Disney’s acquisition of Dancing with the Stars is an exciting development for streaming networks; however, the company’s unprecedented move may mark the end for broadcast networks, which rely on the allure of live debuts. If Dancing with the Stars performs well on the platform, especially with an older crowd, Disney will take more than a subset of loyal fans from the network—it'll take what’s left of its relevance.
Streaming platforms have grown rapidly over the past few years. Netflix, for example, had 221.8 million subscribers worldwide as of 2021; Disney+ had fewer, but 129.8 million is still a remarkable number for a service that only came out in the latter half of 2019. Consequently, broadcast networks have largely become irrelevant. What remains of their appeal can be attributed to sports leagues and live reality shows, and Disney's already capitalized on the former. Under the Disney Bundle, which includes Disney+, Hulu, and ESPN+, ESPN+ saw a 75 percent increase in subscribers to 14.9 million in 2021. For live reality shows, Dancing with the Stars will be the first of its kind to debut exclusively on a streaming platform, and it brings with it a myriad of possibilities for growth. Luckily for Disney+, the show already has an established fan base.

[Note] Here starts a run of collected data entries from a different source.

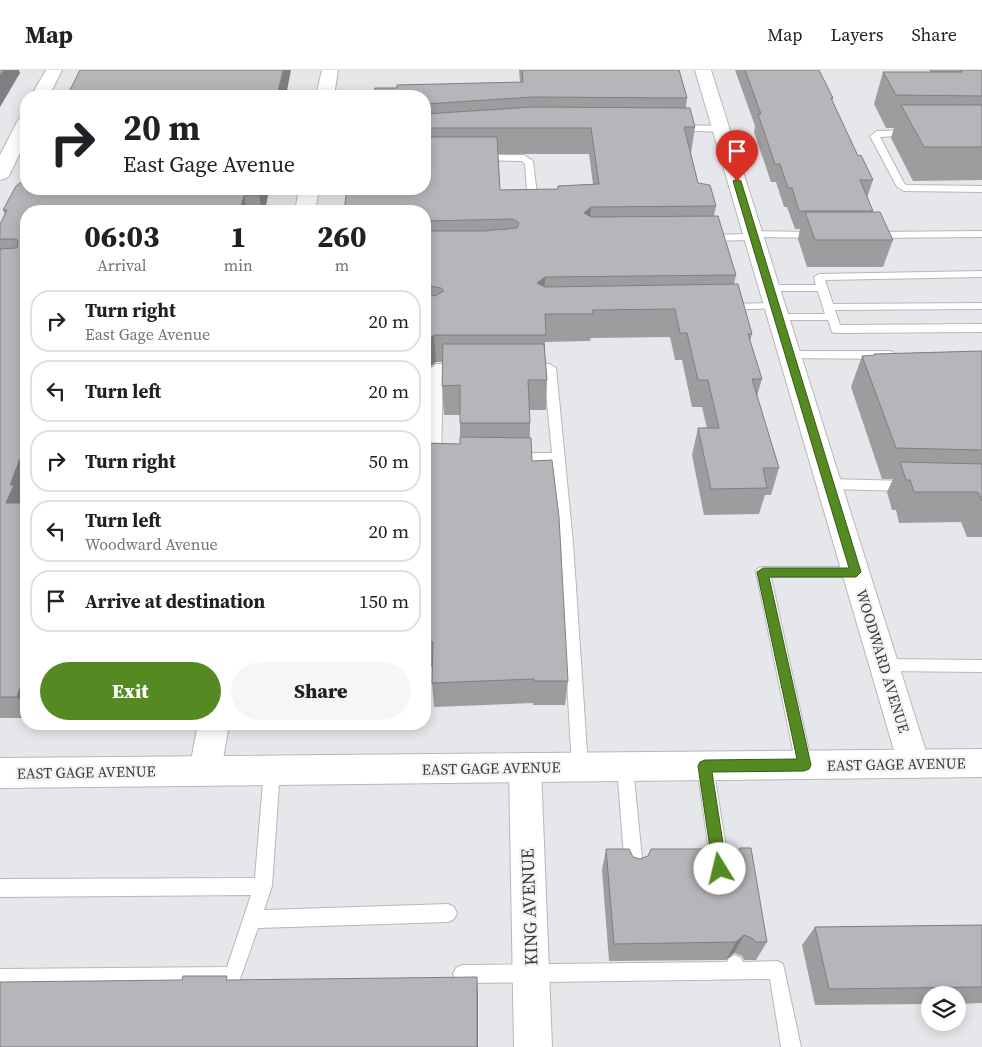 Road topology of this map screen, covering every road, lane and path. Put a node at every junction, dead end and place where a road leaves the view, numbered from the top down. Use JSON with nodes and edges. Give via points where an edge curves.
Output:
{"nodes":[{"id":1,"x":54,"y":70,"type":"edge"},
{"id":2,"x":330,"y":70,"type":"edge"},
{"id":3,"x":703,"y":70,"type":"edge"},
{"id":4,"x":43,"y":90,"type":"edge"},
{"id":5,"x":326,"y":90,"type":"edge"},
{"id":6,"x":671,"y":128,"type":"edge"},
{"id":7,"x":720,"y":129,"type":"junction"},
{"id":8,"x":20,"y":130,"type":"edge"},
{"id":9,"x":20,"y":133,"type":"edge"},
{"id":10,"x":923,"y":133,"type":"edge"},
{"id":11,"x":0,"y":136,"type":"edge"},
{"id":12,"x":474,"y":158,"type":"edge"},
{"id":13,"x":0,"y":174,"type":"edge"},
{"id":14,"x":982,"y":189,"type":"edge"},
{"id":15,"x":533,"y":203,"type":"edge"},
{"id":16,"x":982,"y":234,"type":"edge"},
{"id":17,"x":828,"y":235,"type":"edge"},
{"id":18,"x":857,"y":235,"type":"edge"},
{"id":19,"x":753,"y":236,"type":"junction"},
{"id":20,"x":696,"y":238,"type":"edge"},
{"id":21,"x":982,"y":274,"type":"edge"},
{"id":22,"x":822,"y":288,"type":"junction"},
{"id":23,"x":774,"y":304,"type":"junction"},
{"id":24,"x":982,"y":306,"type":"edge"},
{"id":25,"x":712,"y":307,"type":"edge"},
{"id":26,"x":831,"y":312,"type":"junction"},
{"id":27,"x":982,"y":328,"type":"edge"},
{"id":28,"x":789,"y":355,"type":"junction"},
{"id":29,"x":905,"y":355,"type":"edge"},
{"id":30,"x":474,"y":368,"type":"edge"},
{"id":31,"x":512,"y":368,"type":"edge"},
{"id":32,"x":557,"y":458,"type":"junction"},
{"id":33,"x":454,"y":459,"type":"edge"},
{"id":34,"x":501,"y":459,"type":"edge"},
{"id":35,"x":829,"y":484,"type":"junction"},
{"id":36,"x":915,"y":486,"type":"edge"},
{"id":37,"x":856,"y":572,"type":"junction"},
{"id":38,"x":884,"y":665,"type":"junction"},
{"id":39,"x":982,"y":666,"type":"edge"},
{"id":40,"x":212,"y":730,"type":"edge"},
{"id":41,"x":982,"y":763,"type":"edge"},
{"id":42,"x":914,"y":764,"type":"junction"},
{"id":43,"x":804,"y":765,"type":"junction"},
{"id":44,"x":705,"y":766,"type":"junction"},
{"id":45,"x":580,"y":767,"type":"junction"},
{"id":46,"x":626,"y":767,"type":"junction"},
{"id":47,"x":526,"y":768,"type":"junction"},
{"id":48,"x":272,"y":770,"type":"junction"},
{"id":49,"x":205,"y":771,"type":"junction"},
{"id":50,"x":0,"y":773,"type":"edge"},
{"id":51,"x":634,"y":869,"type":"edge"},
{"id":52,"x":720,"y":869,"type":"edge"},
{"id":53,"x":263,"y":886,"type":"junction"},
{"id":54,"x":0,"y":888,"type":"edge"},
{"id":55,"x":448,"y":913,"type":"dead end"},
{"id":56,"x":251,"y":919,"type":"junction"},
{"id":57,"x":531,"y":972,"type":"junction"},
{"id":58,"x":462,"y":974,"type":"dead end"},
{"id":59,"x":0,"y":978,"type":"edge"},
{"id":60,"x":533,"y":1047,"type":"edge"},
{"id":61,"x":790,"y":1047,"type":"edge"}],
"edges":[{"from":1,"to":4,"type":"street"},
{"from":2,"to":5,"type":"street"},
{"from":3,"to":7,"type":"street","name":"WOODWARD AVENUE"},
{"from":6,"to":7,"type":"lane"},
{"from":7,"to":19,"type":"street","name":"WOODWARD AVENUE"},
{"from":8,"to":11,"type":"street"},
{"from":9,"to":13,"type":"street"},
{"from":10,"to":14,"type":"lane","via":[[875,136],[900,185],[911,189]]},
{"from":12,"to":15,"type":"lane","via":[[524,158],[530,163]]},
{"from":16,"to":18,"type":"lane"},
{"from":17,"to":19,"type":"lane"},
{"from":19,"to":20,"type":"lane"},
{"from":19,"to":23,"type":"street","name":"WOODWARD AVENUE"},
{"from":21,"to":22,"type":"lane","via":[[819,277]]},
{"from":22,"to":23,"type":"lane"},
{"from":22,"to":26,"type":"lane"},
{"from":23,"to":25,"type":"lane"},
{"from":23,"to":26,"type":"lane"},
{"from":23,"to":28,"type":"street","name":"WOODWARD AVENUE"},
{"from":24,"to":26,"type":"lane"},
{"from":26,"to":27,"type":"lane","via":[[836,329]]},
{"from":28,"to":29,"type":"lane"},
{"from":28,"to":35,"type":"street","name":"WOODWARD AVENUE"},
{"from":30,"to":33,"type":"lane","via":[[437,368],[435,459]]},
{"from":31,"to":32,"type":"lane","via":[[550,368]]},
{"from":32,"to":34,"type":"lane"},
{"from":32,"to":45,"type":"lane","via":[[566,543]]},
{"from":35,"to":36,"type":"lane"},
{"from":35,"to":37,"type":"street","name":"WOODWARD AVENUE"},
{"from":37,"to":38,"type":"street","name":"WOODWARD AVENUE"},
{"from":37,"to":43,"type":"lane","via":[[763,572]]},
{"from":38,"to":39,"type":"lane"},
{"from":38,"to":42,"type":"street","name":"WOODWARD AVENUE"},
{"from":40,"to":49,"type":"street"},
{"from":41,"to":42,"type":"street","name":"EAST GAGE AVENUE"},
{"from":42,"to":43,"type":"street","name":"EAST GAGE AVENUE"},
{"from":43,"to":44,"type":"street","name":"EAST GAGE AVENUE"},
{"from":44,"to":46,"type":"street","name":"EAST GAGE AVENUE"},
{"from":44,"to":52,"type":"lane"},
{"from":45,"to":46,"type":"street","name":"EAST GAGE AVENUE"},
{"from":45,"to":47,"type":"street","name":"EAST GAGE AVENUE"},
{"from":46,"to":51,"type":"lane"},
{"from":47,"to":48,"type":"street","name":"EAST GAGE AVENUE"},
{"from":47,"to":57,"type":"street","name":"KING AVENUE"},
{"from":48,"to":49,"type":"street","name":"EAST GAGE AVENUE"},
{"from":48,"to":53,"type":"lane"},
{"from":49,"to":50,"type":"street","name":"EAST GAGE AVENUE"},
{"from":53,"to":54,"type":"lane"},
{"from":53,"to":56,"type":"lane"},
{"from":55,"to":56,"type":"lane"},
{"from":56,"to":59,"type":"lane","via":[[233,976]]},
{"from":57,"to":58,"type":"lane"},
{"from":57,"to":60,"type":"street","name":"KING AVENUE"},
{"from":57,"to":61,"type":"lane","via":[[735,967],[777,970]]}]}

What’s especially important about Disney’s acquisition of the title is the series’ popularity with an older demographic—households that are more likely to watch traditional TV than streaming TV. According to a 2020 survey, the 50–64 demographic in the U.S. watches an average of four hours and fifty–nine minutes of traditional TV a day. On the other hand, the 18–34 demographic watches an hour and twelve minutes a day—a number that has decreased 23.4 percent from 2019, compared to the 3.3 percent decline for the 50–64 demographic. While Disney+ has a major appeal for households with children, the same doesn’t necessarily hold true for the 55+ demographic, which makes up only nine percent of its streamers in the U.S., compared to the 28 percent average for streaming services. Dancing with the Stars promises to change that.

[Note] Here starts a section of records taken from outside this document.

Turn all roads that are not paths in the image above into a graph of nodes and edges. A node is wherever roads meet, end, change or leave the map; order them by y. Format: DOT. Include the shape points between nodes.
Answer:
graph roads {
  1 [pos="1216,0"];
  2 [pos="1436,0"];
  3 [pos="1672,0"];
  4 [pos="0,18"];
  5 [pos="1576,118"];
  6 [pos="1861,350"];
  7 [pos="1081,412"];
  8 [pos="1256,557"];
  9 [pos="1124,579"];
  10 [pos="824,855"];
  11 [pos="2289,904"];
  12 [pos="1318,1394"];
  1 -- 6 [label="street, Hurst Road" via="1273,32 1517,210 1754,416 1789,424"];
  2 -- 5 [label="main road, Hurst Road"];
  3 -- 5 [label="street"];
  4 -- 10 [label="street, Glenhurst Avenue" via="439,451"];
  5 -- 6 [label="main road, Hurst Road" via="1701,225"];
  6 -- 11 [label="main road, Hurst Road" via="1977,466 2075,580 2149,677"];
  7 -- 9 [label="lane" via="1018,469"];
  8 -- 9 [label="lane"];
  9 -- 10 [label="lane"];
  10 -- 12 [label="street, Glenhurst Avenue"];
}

Days before ABC announced the shift, Nielsen, the global leader in audience analytics, announced that the median age of a viewer of Dancing with the Stars is 63.5 years old, a statistic that may have been troublesome to ABC, but welcome to Disney+. As the streaming service aims to reach 230–260 million total subscribers by September 2024, which would make it the largest streaming platform today, it’s after a new image for older audiences. While ABC may not want to admit it, 55+ is the new key demographic, as the viewer age for even the network’s most popular shows skews upward. And, as this core demographic is increasingly targeted by steaming services looking to gain the favor of a few holdouts, broadcast networks threaten to lose what allows them to prevail despite a changing entertainment landscape.
If Dancing with the Stars does what Disney intends and brings in an older audience, Disney will likely invest in other programs that debut live for its streaming service. Without this audience magnet, what remains of broadcast networks? Can they survive the dawn of yet another new era? Unfortunately, the answer is probably not.
Major television networks like ABC, CBS, and FOX pale in comparison to streaming services, which dominate every age demographic except for the one that broadcast networks seem desperate to get rid of. Yes, Dancing with the Stars saw a dip in ratings this season and faced backlash over Tyra Banks as host, but it seemed impenetrable, a forever relic of a dying method of video delivery. It's sad that it's come to the point where a Disney+ rebrand may be precisely what this series needs to survive.
Nonetheless, ABC’s shocking revelation may just be a fatal mistake. By giving a show that's kept it relevant to a streaming service, it's opened the floodgates, and it may not like what comes in. It's a new age, and Disney+ has cemented its place in it. What ABC fails to realize is that it may have just sacrificed its own.